THE PROBLEM » For every entry that follows, return the words exactly and omit any picture.

INFORMATION PROVIDED »
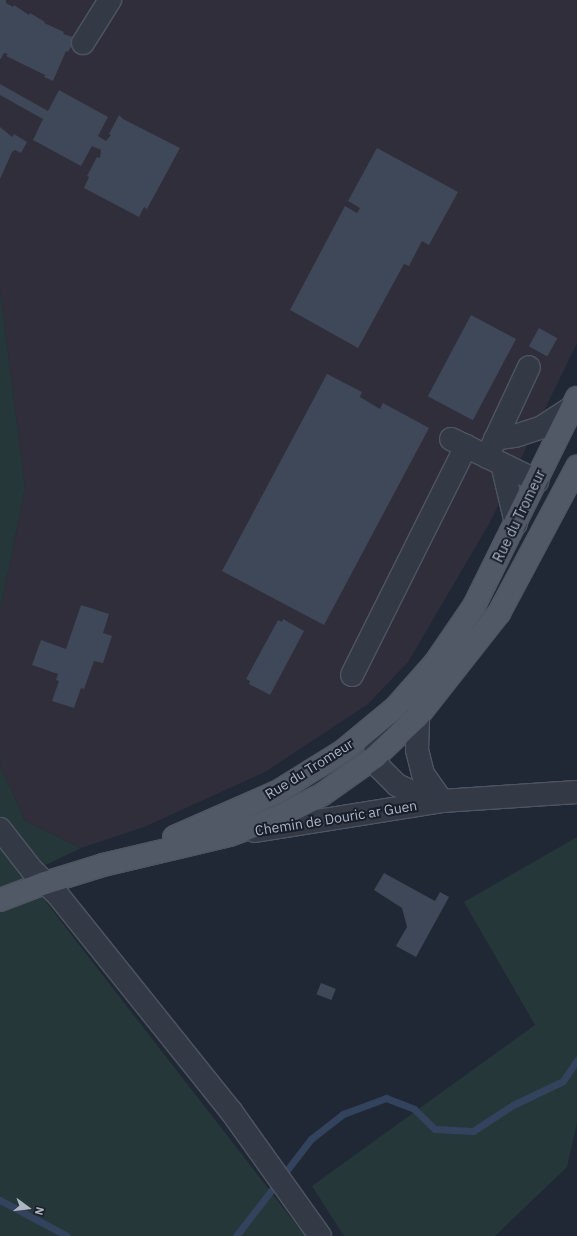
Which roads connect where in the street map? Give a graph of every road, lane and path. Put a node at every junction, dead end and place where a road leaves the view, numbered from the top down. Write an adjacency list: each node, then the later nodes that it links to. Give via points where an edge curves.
1 (110, 0): 2 (street)
2 (83, 44)
3 (529, 367): 5 (street)
4 (573, 414): 5 (street, via 516,436); 7 (main road, Rue du Tromeur)
5 (495, 453): 7 (street); 9 (street); 11 (street, via 458,443)
6 (577, 467): 8 (main road, Rue du Tromeur)
7 (536, 482): 8 (main road); 9 (main road, Rue du Tromeur)
8 (563, 495): 12 (main road, Rue du Tromeur, via 499,613)
9 (516, 523): 10 (main road, Rue du Tromeur)
10 (474, 606): 13 (main road, Rue du Tromeur, via 435,663 394,708); 14 (street, via 462,637 447,660 425,689 394,721 377,734)
11 (352, 675)
12 (418, 716): 14 (main road, Rue du Tromeur); 16 (street, Chemin de Douric ar Guen, via 417,750 423,774)
13 (343, 751): 14 (street, via 361,752); 19 (main road, Rue du Tromeur, via 277,792 218,820)
14 (375, 757): 16 (street, Chemin de Douric ar Guen, via 380,768 397,784 418,795); 18 (main road, Rue du Tromeur, via 323,794 281,816)
15 (577, 792): 16 (street, Chemin de Douric ar Guen)
16 (442, 801): 18 (street, Chemin de Douric ar Guen)
17 (0, 829): 20 (street)
18 (230, 836): 19 (main road, Rue du Tromeur)
19 (103, 865): 20 (main road, Rue du Tromeur)
20 (45, 883): 21 (main road, Rue du Tromeur); 22 (street, via 57,894 231,1111)
21 (0, 900)
22 (320, 1236)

SOLUTION TO THIS TASK »
Which roads connect where in the street map? Give a graph of every road, lane and path. Put a node at every junction, dead end and place where a road leaves the view, numbered from the top down. Write an adjacency list: each node, then the later nodes that it links to. Give via points where an edge curves.
1 (110, 0): 2 (street)
2 (83, 44)
3 (529, 367): 5 (street)
4 (573, 414): 5 (street, via 516,436); 7 (main road, Rue du Tromeur)
5 (495, 453): 7 (street); 9 (street); 11 (street, via 458,443)
6 (577, 467): 8 (main road, Rue du Tromeur)
7 (536, 482): 8 (main road); 9 (main road, Rue du Tromeur)
8 (563, 495): 12 (main road, Rue du Tromeur, via 499,613)
9 (516, 523): 10 (main road, Rue du Tromeur)
10 (474, 606): 13 (main road, Rue du Tromeur, via 435,663 394,708); 14 (street, via 462,637 447,660 425,689 394,721 377,734)
11 (352, 675)
12 (418, 716): 14 (main road, Rue du Tromeur); 16 (street, Chemin de Douric ar Guen, via 417,750 423,774)
13 (343, 751): 14 (street, via 361,752); 19 (main road, Rue du Tromeur, via 277,792 218,820)
14 (375, 757): 16 (street, Chemin de Douric ar Guen, via 380,768 397,784 418,795); 18 (main road, Rue du Tromeur, via 323,794 281,816)
15 (577, 792): 16 (street, Chemin de Douric ar Guen)
16 (442, 801): 18 (street, Chemin de Douric ar Guen)
17 (0, 829): 20 (street)
18 (230, 836): 19 (main road, Rue du Tromeur)
19 (103, 865): 20 (main road, Rue du Tromeur)
20 (45, 883): 21 (main road, Rue du Tromeur); 22 (street, via 57,894 231,1111)
21 (0, 900)
22 (320, 1236)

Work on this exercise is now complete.